Auch das Prinzip der «metabolischen Konservierung» spielt eine Rolle, so Prof. Elias. Der Körper spart Energie, wo Prozesse wie Pigmentierung entbehrlich sind. In nördlichen, UV-armen Regionen wird weniger Pigment benötigt. Darüber hinaus könne man sich im Norden auch eine schwächere Hautbarriere erlauben, da das Klima nicht nur kühler, sondern auch feuchter sei und sich unter Kleidung ein feuchtes Milieu bilde (2). Ähnliche Einsparungen zeigt der Körper in anderen Situationen: Stillende Mütter haben hellere Haut, und bei Proteinmangel kann die Haarpigmentierung abnehmen.

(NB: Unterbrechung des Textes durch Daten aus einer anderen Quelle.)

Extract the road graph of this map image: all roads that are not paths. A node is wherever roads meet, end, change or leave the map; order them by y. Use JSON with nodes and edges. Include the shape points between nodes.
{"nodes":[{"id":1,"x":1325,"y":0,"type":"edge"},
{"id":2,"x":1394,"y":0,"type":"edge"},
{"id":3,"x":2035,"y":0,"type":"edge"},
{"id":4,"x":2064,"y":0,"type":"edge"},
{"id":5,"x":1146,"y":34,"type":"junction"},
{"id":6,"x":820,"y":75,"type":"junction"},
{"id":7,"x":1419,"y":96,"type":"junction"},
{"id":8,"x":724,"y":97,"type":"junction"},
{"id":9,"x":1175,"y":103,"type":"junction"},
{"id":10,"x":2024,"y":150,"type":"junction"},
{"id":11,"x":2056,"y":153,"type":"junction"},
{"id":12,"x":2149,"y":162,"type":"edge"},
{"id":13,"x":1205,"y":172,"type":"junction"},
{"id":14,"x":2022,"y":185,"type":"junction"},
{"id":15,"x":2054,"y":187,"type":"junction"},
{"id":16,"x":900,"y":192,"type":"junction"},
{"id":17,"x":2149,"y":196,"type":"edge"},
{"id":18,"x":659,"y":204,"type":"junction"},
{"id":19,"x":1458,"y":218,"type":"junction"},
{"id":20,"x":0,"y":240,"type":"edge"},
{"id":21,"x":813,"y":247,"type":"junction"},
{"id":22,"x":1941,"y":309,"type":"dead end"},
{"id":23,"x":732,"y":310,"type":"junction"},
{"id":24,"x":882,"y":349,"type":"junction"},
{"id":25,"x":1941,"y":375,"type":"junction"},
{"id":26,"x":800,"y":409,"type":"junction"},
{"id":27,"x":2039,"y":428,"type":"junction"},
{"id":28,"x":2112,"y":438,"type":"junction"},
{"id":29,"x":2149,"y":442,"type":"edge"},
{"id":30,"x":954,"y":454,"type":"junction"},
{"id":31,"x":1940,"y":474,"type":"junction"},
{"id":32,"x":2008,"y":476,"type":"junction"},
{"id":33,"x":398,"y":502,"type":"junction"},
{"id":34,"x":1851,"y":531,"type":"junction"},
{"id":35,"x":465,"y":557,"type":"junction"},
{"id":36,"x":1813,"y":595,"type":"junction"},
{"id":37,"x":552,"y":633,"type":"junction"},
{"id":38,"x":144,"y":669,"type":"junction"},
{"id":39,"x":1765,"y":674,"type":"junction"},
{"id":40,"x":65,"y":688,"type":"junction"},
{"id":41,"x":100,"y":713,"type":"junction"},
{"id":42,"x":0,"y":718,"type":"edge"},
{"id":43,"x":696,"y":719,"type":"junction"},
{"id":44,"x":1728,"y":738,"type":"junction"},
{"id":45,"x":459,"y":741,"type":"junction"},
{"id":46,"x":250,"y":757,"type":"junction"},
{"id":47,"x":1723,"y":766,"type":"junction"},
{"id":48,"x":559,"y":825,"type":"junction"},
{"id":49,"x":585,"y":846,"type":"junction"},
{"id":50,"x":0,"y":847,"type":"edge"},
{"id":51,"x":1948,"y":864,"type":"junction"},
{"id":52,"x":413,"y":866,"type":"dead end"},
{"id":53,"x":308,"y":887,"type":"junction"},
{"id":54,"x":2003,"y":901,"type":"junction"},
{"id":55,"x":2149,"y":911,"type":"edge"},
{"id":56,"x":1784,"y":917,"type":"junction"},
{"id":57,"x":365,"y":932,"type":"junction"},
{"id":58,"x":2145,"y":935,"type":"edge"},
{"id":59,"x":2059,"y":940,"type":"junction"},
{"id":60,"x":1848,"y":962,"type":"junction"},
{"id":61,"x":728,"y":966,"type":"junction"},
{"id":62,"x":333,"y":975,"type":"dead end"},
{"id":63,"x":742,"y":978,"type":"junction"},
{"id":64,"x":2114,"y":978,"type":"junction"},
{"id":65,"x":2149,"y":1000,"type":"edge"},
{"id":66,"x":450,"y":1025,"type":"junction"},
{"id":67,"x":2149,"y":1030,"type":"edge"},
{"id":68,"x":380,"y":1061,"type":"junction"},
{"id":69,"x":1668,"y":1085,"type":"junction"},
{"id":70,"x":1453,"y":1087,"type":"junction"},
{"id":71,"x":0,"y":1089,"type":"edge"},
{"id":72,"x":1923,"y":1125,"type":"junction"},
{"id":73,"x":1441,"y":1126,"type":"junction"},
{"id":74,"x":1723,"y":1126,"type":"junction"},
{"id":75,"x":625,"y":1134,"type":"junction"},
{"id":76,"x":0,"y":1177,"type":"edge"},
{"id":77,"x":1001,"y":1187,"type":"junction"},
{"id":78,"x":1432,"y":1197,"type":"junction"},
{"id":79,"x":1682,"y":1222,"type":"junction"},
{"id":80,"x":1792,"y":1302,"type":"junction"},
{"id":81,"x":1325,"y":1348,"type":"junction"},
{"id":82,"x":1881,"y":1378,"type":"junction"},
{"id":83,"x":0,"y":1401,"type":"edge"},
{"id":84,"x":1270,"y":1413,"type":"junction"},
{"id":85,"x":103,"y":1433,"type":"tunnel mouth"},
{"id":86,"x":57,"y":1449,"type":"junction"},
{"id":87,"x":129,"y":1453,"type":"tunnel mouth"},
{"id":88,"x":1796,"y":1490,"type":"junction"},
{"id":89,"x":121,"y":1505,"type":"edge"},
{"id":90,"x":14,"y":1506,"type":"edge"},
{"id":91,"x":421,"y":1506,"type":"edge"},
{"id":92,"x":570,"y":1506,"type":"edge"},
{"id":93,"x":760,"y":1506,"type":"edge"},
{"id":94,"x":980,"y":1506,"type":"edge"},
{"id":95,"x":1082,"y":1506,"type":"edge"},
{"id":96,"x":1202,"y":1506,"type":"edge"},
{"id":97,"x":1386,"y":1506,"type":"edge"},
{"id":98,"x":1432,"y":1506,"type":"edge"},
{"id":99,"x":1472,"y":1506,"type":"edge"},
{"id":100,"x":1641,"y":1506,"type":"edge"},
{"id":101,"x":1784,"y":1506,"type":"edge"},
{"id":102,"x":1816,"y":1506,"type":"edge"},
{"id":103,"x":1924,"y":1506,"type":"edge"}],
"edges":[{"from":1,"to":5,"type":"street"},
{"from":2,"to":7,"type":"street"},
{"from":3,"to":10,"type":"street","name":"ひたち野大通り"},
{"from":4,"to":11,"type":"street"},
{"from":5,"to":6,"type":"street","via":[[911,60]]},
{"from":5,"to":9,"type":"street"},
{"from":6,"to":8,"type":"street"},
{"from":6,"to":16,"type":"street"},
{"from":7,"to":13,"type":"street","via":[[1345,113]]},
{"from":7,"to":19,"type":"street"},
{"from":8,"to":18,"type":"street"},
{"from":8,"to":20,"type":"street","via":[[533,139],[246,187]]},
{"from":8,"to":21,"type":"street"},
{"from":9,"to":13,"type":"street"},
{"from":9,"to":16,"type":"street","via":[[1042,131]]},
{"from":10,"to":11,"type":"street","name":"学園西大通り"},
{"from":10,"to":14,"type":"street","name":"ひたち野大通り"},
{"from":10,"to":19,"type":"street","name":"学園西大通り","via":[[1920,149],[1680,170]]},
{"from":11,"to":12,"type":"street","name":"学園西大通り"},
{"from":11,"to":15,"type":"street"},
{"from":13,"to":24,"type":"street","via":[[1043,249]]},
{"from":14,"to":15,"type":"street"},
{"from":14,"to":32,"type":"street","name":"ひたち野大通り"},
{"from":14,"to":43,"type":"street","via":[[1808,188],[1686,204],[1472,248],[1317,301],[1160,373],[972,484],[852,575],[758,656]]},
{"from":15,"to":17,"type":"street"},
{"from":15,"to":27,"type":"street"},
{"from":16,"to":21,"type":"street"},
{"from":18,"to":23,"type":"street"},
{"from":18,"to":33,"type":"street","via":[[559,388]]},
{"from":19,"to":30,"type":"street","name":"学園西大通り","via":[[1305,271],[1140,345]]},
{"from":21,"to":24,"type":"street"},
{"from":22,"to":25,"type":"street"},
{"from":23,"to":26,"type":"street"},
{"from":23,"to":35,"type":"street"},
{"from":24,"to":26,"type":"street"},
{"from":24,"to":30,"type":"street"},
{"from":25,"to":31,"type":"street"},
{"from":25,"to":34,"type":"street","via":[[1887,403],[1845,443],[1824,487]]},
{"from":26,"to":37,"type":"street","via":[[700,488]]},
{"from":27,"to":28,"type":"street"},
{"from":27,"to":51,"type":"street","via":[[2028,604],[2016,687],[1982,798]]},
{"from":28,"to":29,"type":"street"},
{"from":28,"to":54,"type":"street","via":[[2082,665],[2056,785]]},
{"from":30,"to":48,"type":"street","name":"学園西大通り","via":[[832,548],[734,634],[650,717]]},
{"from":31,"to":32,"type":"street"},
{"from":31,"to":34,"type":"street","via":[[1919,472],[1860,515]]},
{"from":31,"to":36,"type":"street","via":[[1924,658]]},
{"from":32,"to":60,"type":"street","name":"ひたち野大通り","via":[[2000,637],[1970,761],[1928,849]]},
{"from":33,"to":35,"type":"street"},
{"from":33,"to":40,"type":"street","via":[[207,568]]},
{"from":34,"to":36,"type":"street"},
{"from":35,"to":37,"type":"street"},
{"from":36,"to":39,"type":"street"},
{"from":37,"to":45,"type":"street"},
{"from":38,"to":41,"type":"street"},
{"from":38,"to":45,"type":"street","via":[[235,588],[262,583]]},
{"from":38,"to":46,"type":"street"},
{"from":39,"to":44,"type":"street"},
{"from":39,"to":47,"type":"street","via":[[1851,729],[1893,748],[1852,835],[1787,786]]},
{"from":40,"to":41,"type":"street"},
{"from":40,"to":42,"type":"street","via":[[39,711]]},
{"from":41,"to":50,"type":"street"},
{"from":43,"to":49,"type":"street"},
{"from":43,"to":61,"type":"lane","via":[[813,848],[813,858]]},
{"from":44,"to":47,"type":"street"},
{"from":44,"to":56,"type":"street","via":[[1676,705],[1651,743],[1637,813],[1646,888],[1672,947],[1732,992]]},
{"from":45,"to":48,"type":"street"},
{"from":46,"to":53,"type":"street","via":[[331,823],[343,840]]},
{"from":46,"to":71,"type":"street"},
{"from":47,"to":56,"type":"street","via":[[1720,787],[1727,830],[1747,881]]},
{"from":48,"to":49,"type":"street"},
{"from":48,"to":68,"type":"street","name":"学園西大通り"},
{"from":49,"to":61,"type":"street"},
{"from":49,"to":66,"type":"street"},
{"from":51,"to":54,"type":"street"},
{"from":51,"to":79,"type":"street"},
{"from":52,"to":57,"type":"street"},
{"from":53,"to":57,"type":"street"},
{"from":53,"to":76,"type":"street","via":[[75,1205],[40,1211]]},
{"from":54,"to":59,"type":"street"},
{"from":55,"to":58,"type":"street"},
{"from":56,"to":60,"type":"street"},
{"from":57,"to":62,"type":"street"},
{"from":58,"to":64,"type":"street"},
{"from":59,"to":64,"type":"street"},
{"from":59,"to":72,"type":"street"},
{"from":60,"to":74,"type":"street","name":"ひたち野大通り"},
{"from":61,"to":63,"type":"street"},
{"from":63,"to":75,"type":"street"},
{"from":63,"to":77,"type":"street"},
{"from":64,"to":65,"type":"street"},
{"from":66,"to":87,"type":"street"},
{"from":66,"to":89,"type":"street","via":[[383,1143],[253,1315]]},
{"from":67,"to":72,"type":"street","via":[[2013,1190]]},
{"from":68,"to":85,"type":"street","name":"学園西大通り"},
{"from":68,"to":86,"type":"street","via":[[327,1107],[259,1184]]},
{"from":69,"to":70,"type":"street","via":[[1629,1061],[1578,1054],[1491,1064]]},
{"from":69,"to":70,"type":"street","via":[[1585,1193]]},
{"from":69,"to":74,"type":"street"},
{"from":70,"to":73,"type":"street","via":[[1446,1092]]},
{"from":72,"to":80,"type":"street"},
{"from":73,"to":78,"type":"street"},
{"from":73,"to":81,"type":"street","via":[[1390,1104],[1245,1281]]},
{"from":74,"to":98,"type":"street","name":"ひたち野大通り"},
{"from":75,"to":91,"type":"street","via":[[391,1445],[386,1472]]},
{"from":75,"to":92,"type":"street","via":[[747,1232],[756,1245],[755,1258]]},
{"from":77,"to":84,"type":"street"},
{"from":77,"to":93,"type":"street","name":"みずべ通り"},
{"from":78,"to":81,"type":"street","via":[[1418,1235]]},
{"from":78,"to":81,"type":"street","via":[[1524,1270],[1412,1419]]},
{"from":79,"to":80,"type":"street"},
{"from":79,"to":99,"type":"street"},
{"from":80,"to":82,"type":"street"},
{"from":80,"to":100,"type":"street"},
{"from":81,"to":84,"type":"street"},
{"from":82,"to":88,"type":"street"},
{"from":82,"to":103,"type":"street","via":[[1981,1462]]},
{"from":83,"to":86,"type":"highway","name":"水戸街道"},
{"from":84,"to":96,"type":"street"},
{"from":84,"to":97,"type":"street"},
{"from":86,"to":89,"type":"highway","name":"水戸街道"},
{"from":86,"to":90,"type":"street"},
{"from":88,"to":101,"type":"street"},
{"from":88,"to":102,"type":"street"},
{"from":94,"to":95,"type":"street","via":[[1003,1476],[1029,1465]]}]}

Hautbarriere und Mikrobenabwehr

Die Haut schützt nicht nur mechanisch vor Mikroben, sondern auch durch Ceramide, zentrale Moleküle des Sphingolipid-Stoffwechsels. Ceramide fördern die Apoptose und regen über ihre Metaboliten die Produktion von Alarmstoffen an.

Psychologischer Stress beeinträchtigt die Barrierefunktion. Glukokortikoide unterdrücken die Produktion von Lipiden, Proteinen und antimikrobiellen Peptiden. Diese Effekte lassen sich durch Blockade der Glukokortikoidrezeptoren oder des Cortisol-Releasing-Faktors rückgängig machen, erklärt Prof. Elias. Das Verständnis dieser Mechanismen könnte den Zusammenhang zwischen Stress und Krankheit besser erklären.

Ab etwa 50 Jahren verändert sich die Hautbarriere altersbedingt. Dies steigert die Zytokinproduktion, insbesondere von Interleukin-6, TNF-alpha und Interleukin-1-beta, die in den Blutkreislauf gelangen und das Risiko chronischer Krankheiten erhöhen. Die Reparatur der Hautbarriere, etwa durch Pflege oder Medikamente, beeinflusst das gesamte Entzündungssystem positiv. Ob dies auch chronische Krankheiten lindert, bleibt offen.

Die neurokutane Barriere

Ein weiteres Forschungsfeld ist die neurokutane Barriere. Haut und Gehirn haben gemeinsame embryonale Ursprünge. Zwar denkt und fühlt die Haut nicht, doch in ihrer Funktion ähnelt sie dem Gehirn.

Nun habe das Gehirn einen entscheidenden Nachteil: Es ist im Schädel eingeschlossen und daher weit entfernt von der Kontaktzone mit der Umwelt, so Prof. Elias. Dies müsse die Haut kompensieren. Ihre Tastfähigkeit übertrifft die Erwartungen, die allein auf der Dichte der Nervenfasern beruhen.

Dafür sorgen TRPV-Rezeptoren (Transient Receptor Potential Receptors), die auf mechanische Reize, Temperatur, elektrische Potenziale und Osmolarität reagieren. Diese Rezeptoren finden sich nicht nur im zentralen Nervensystem, sondern auch in der Haut.

Die Haut hört und riecht

Die Haut reagiert auch auf akustische Reize – präziser als das Ohr. Welche Strukturen dafür verantwortlich sind, ist noch unklar. Fest steht jedoch, dass akustische Signale die Barrierefunktion und den Metabolismus der Haut beeinflussen. «Man kann die Wundheilung fördern, indem man etwa Mozarts Fagott-Konzert hört», sagt Prof. Elias.

Zudem besitzt die Haut Rezeptoren für Duftstoffe, die das Wachstum und die Differenzierung von Keratinozyten steuern. Auch auf sichtbares Licht könnte die Haut reagieren, da sie Opsine, Rhodopsin und Transducin exprimiert. Ob sie tatsächlich «sehen» kann, bleibt jedoch ungewiss.